Here’s an etymological argumentWe need to have confidence that our starting points will work, but this confidence is a kind of fides. All confidence, or at least all confidence prior to reasoning, thus counts as faith (the same argument could be made from the fact that the first axioms must be credible, or even from our modern word “belief”). But then who or what are we having the faith in? The proposition? It certainly inspires no confidence as a proposition – since if it did we would have confidence in any proposition whatsoever. To say we have confidence in its credibility says no more than that we have confidence in it in virtue of its power to inspire confidence.  Roars from the gallery, but nothing’s been said.

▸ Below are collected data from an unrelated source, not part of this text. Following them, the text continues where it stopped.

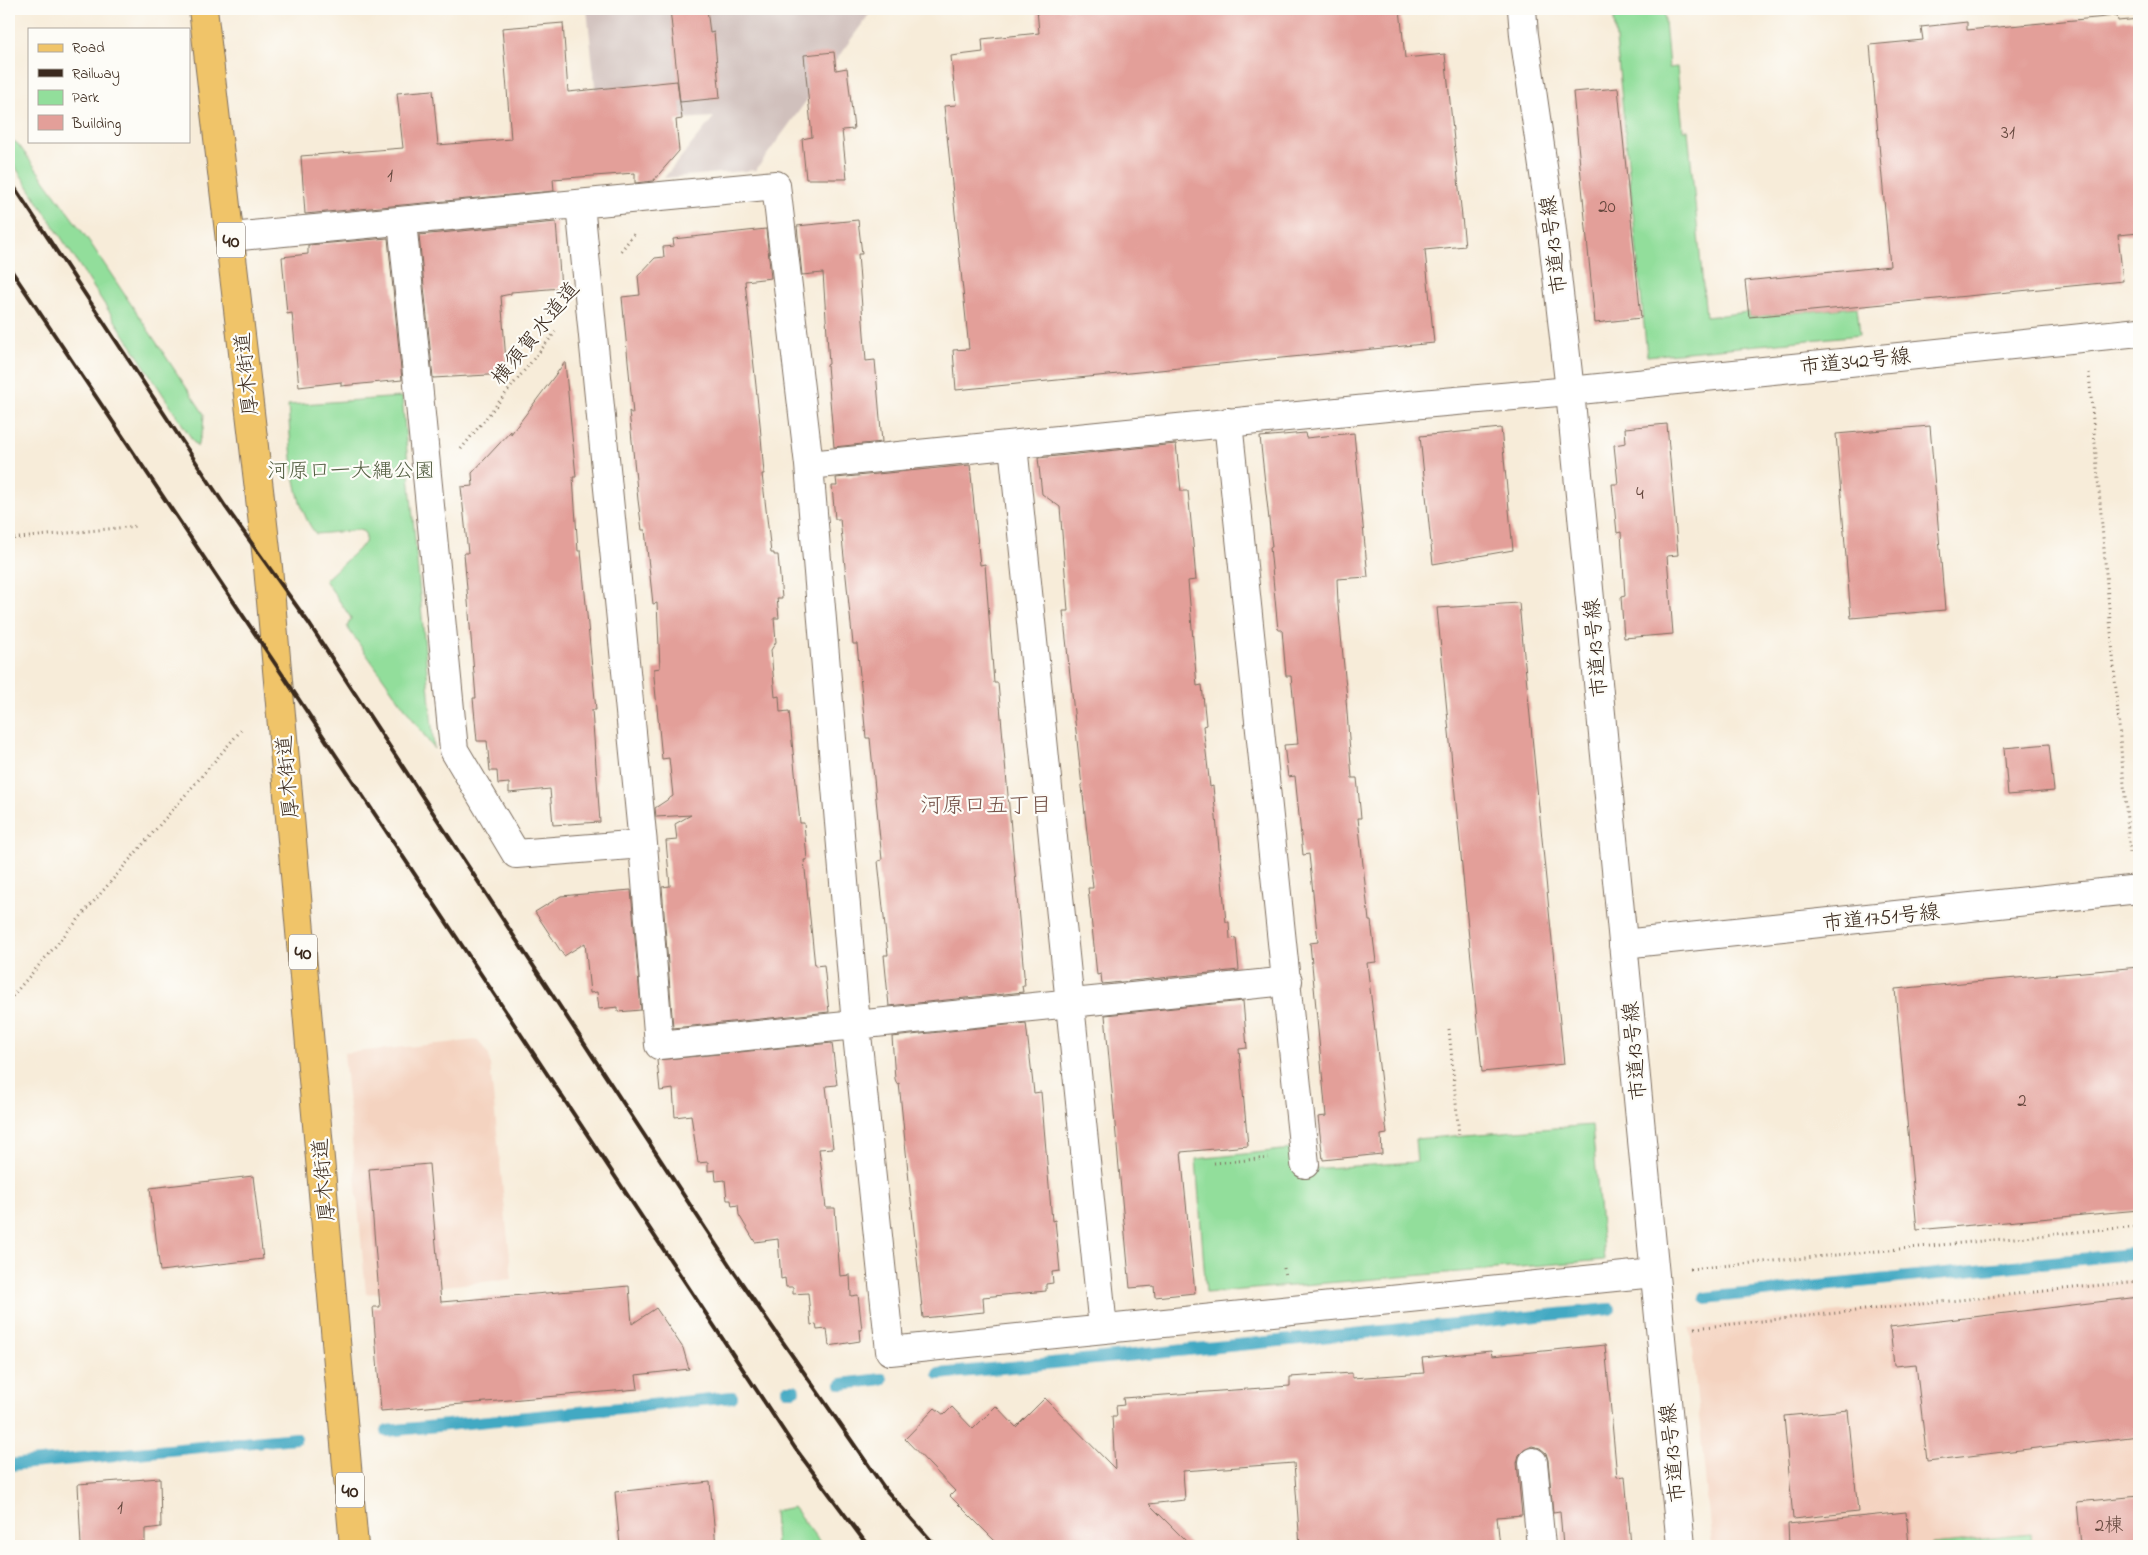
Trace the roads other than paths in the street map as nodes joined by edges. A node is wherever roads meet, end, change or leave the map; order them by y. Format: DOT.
graph roads {
  1 [pos="203,9"];
  2 [pos="1522,9"];
  3 [pos="580,204"];
  4 [pos="402,221"];
  5 [pos="231,238"];
  6 [pos="2139,332"];
  7 [pos="1570,391"];
  8 [pos="1228,422"];
  9 [pos="1013,445"];
  10 [pos="809,465"];
  11 [pos="643,844"];
  12 [pos="2136,890"];
  13 [pos="1624,944"];
  14 [pos="1288,981"];
  15 [pos="1070,1003"];
  16 [pos="856,1025"];
  17 [pos="1305,1159"];
  18 [pos="1655,1281"];
  19 [pos="1103,1328"];
  20 [pos="1533,1462"];
  21 [pos="354,1546"];
  22 [pos="1541,1546"];
  23 [pos="1681,1546"];
  1 -- 5 [label="main road, 厚木街道 / 40"];
  2 -- 7 [label="street, 市道13号線"];
  3 -- 4 [label="street"];
  3 -- 10 [label="street"];
  3 -- 11 [label="street"];
  4 -- 5 [label="street"];
  4 -- 11 [label="street"];
  5 -- 21 [label="main road, 厚木街道 / 40"];
  6 -- 7 [label="street, 市道342号線"];
  7 -- 8 [label="street, 市道342号線"];
  7 -- 13 [label="street, 市道13号線"];
  8 -- 9 [label="street, 市道342号線"];
  8 -- 14 [label="street"];
  9 -- 10 [label="street, 市道342号線"];
  9 -- 15 [label="street"];
  10 -- 16 [label="street"];
  11 -- 16 [label="street"];
  12 -- 13 [label="street, 市道1751号線"];
  13 -- 18 [label="street, 市道13号線"];
  14 -- 15 [label="street"];
  14 -- 17 [label="street"];
  15 -- 16 [label="street"];
  15 -- 19 [label="street"];
  16 -- 19 [label="street"];
  18 -- 19 [label="street"];
  18 -- 23 [label="street, 市道13号線"];
  20 -- 22 [label="street"];
}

To solve this problem both Plato and Aristotle posited a power distinct from discursive reasoning (nous) that generated starting points. Both thought that one could develop this power though dialectic – and one of Aristotle’s longest books deals with precisely this. But both are also clear that there is always a gap between dialectic and the finding of the starting point. If, by way of comparison, you learn formal logic, then there’s no gap between what you know and the power to make a valid syllogism; but if you learn dialectic perfectly there will still be a gap between your arguments and the definition or credible starting point they are trying to reach. Dialectic closes the gap but it can never cross it. This is one thing Plato is driving at in the famous “catching fire” passage in the Second Letter, and it explains why Aristotle has to end the Posterior Analytics with nothing more than an image of soldiers coming to a stand. No one in the intervening centuries has proposed anything better. We can give tips and tricks that might get us closer to the definition, and we come up with definitions and starting points that were really worthy to be developed all the time, but we’ve never come up with a process for generating them.

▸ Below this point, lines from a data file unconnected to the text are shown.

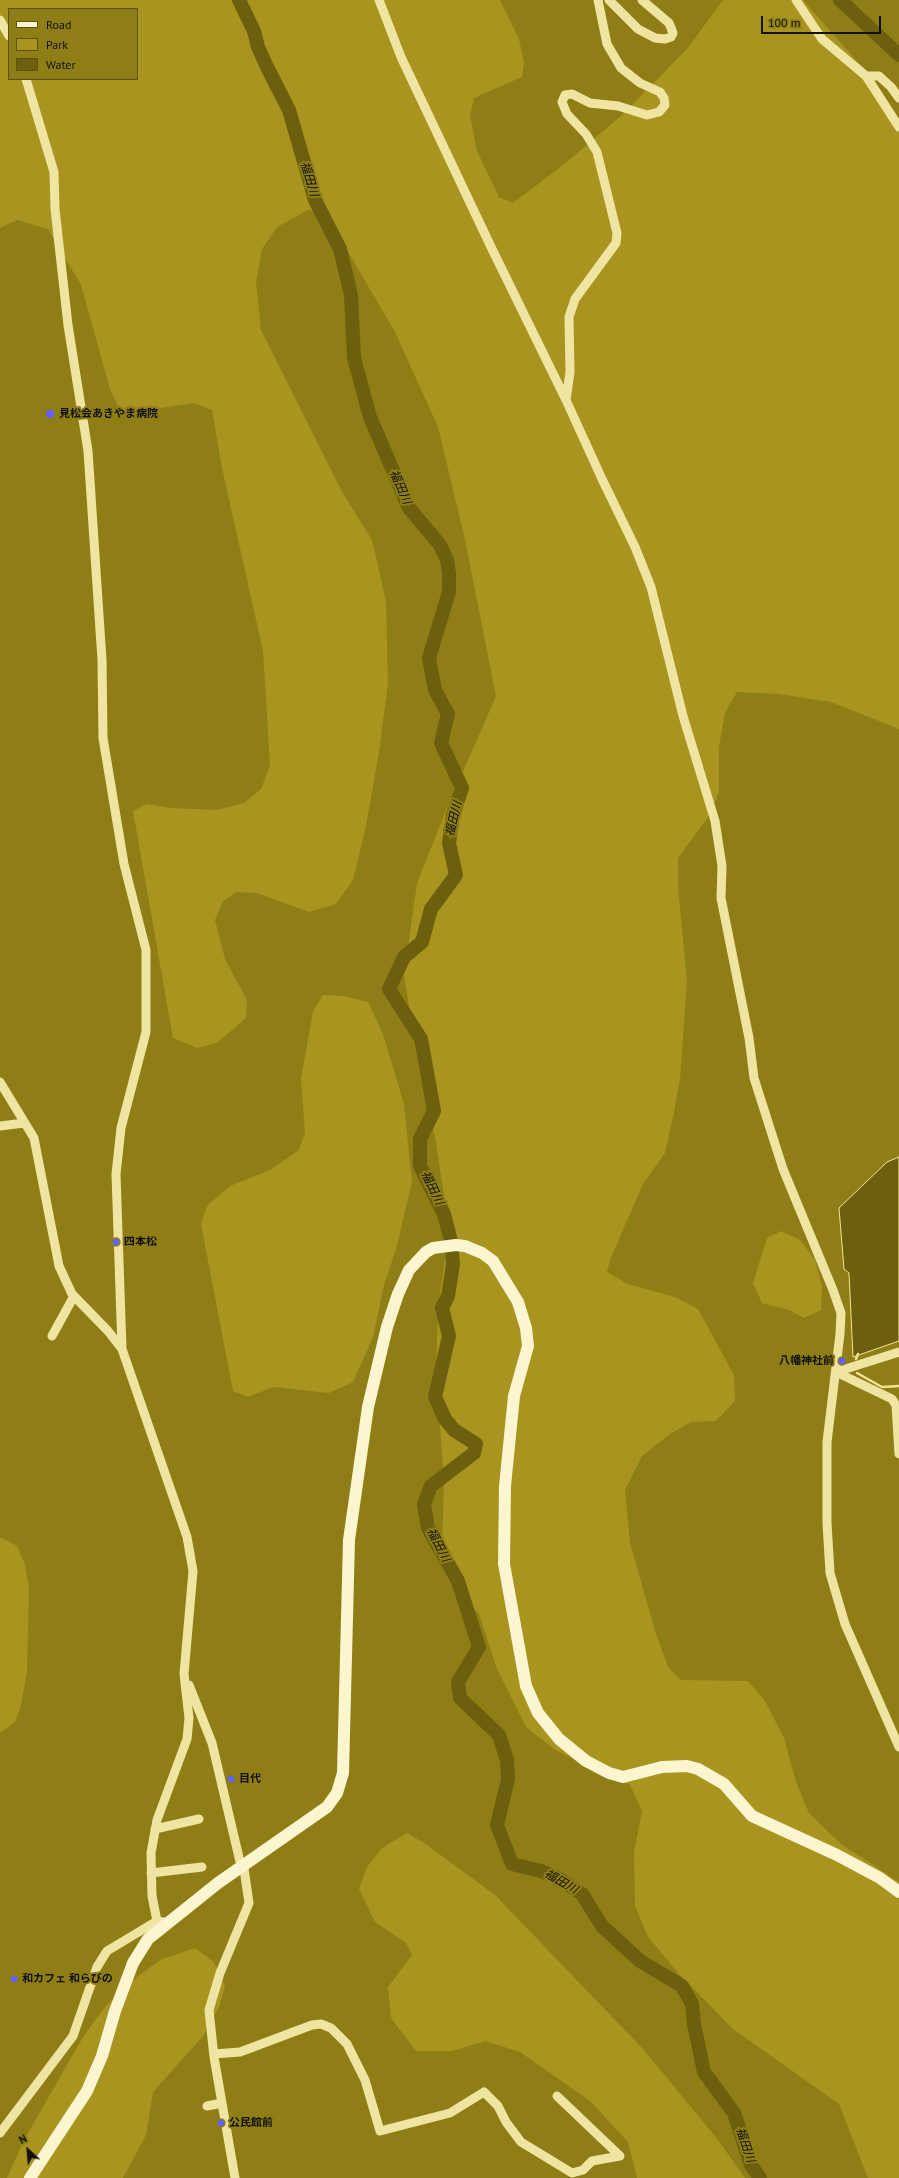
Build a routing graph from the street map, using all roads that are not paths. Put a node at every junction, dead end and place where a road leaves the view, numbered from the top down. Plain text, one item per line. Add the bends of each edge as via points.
1 (379, 0) edge
2 (598, 0) edge
3 (609, 0) edge
4 (642, 0) edge
5 (796, 0) edge
6 (0, 20) edge
7 (8, 34) edge
8 (866, 76) junction
9 (26, 80) edge
10 (899, 98) edge
11 (899, 127) edge
12 (566, 400) junction
13 (0, 1082) edge
14 (24, 1123) junction
15 (0, 1126) edge
16 (74, 1296) junction
17 (52, 1336) dead end
18 (122, 1349) junction
19 (899, 1352) edge
20 (836, 1372) junction
21 (899, 1454) edge
22 (184, 1674) junction
23 (899, 1747) edge
24 (199, 1819) dead end
25 (155, 1828) junction
26 (241, 1866) junction
27 (202, 1867) dead end
28 (151, 1874) junction
29 (899, 1892) edge
30 (163, 1922) junction
31 (214, 2054) junction
32 (558, 2096) dead end
33 (222, 2103) junction
34 (206, 2106) dead end
35 (0, 2133) edge
36 (30, 2178) edge
37 (235, 2178) edge

1 - 12 street via 401,57
2 - 12 street via 607,44 621,68 640,83 660,92 664,98 664,105 659,112 648,115 618,106 590,103 572,94 565,95 562,102 567,114 586,134 597,152 617,233 616,243 575,298 569,317 570,372
3 - 4 street via 638,29 656,38 672,37 669,23
5 - 8 street via 822,39
6 - 7 street
8 - 10 street via 879,76
8 - 11 street
9 - 18 street via 54,172 55,209 68,326 88,451 102,660 103,738 124,864 146,950 146,1032 120,1128 116,1174
12 - 20 street via 651,587 683,716 708,791 722,866 721,898 749,1038 754,1078 783,1169 841,1313
13 - 14 street
14 - 15 street
14 - 16 street via 34,1138 59,1266
16 - 17 street
16 - 18 street
18 - 22 street via 187,1537 193,1571
19 - 20 street
20 - 21 street via 892,1399 896,1405
20 - 23 street via 827,1442 830,1574 845,1624
22 - 25 street via 189,1718 187,1739
22 - 26 street via 212,1743
24 - 25 street
25 - 28 street
26 - 29 street via 327,1807 337,1793 343,1773 349,1540 368,1407 387,1327 409,1270 426,1252 442,1246 456,1245 482,1253 494,1261 518,1302 526,1328 528,1346 514,1396 505,1486 504,1564 526,1686 538,1714 559,1739 586,1761 609,1773 623,1777 662,1767 686,1766 698,1769 724,1784 752,1816 837,1855 880,1878
26 - 30 street
26 - 31 street via 244,1869 249,1903 220,1973 209,2010
27 - 28 street
28 - 30 street via 152,1896
30 - 35 street via 107,1951 97,1967 73,2036
30 - 36 street via 148,1939 133,1963 102,2056 87,2091
31 - 32 street via 240,2052 321,2024 331,2028 347,2044 365,2080 380,2131 450,2113 484,2092 498,2106 521,2142 572,2173 583,2170 592,2161 620,2156
31 - 33 street
33 - 34 street
33 - 37 street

In light of this, we can take it as a worthy starting point that starting points are reached by non-algorithmic processes. There are perfectly solid and well established algorithms for syllogistic validity, mathematical processes, syntactical and grammatical relations, and even for processes that close the gap of discovery, but as far as anyone can tell, there is not and cannot be any program we could write that could terminate in something that was a worthy starting point for reasoning.  The total absence of such an algorithm – and even of  a plausible method by which such a thing could be found, or modest advance toward finding it – certainly counts as a problem for any theory of mind that  would involve seeing it as some process or form capable of instantiation.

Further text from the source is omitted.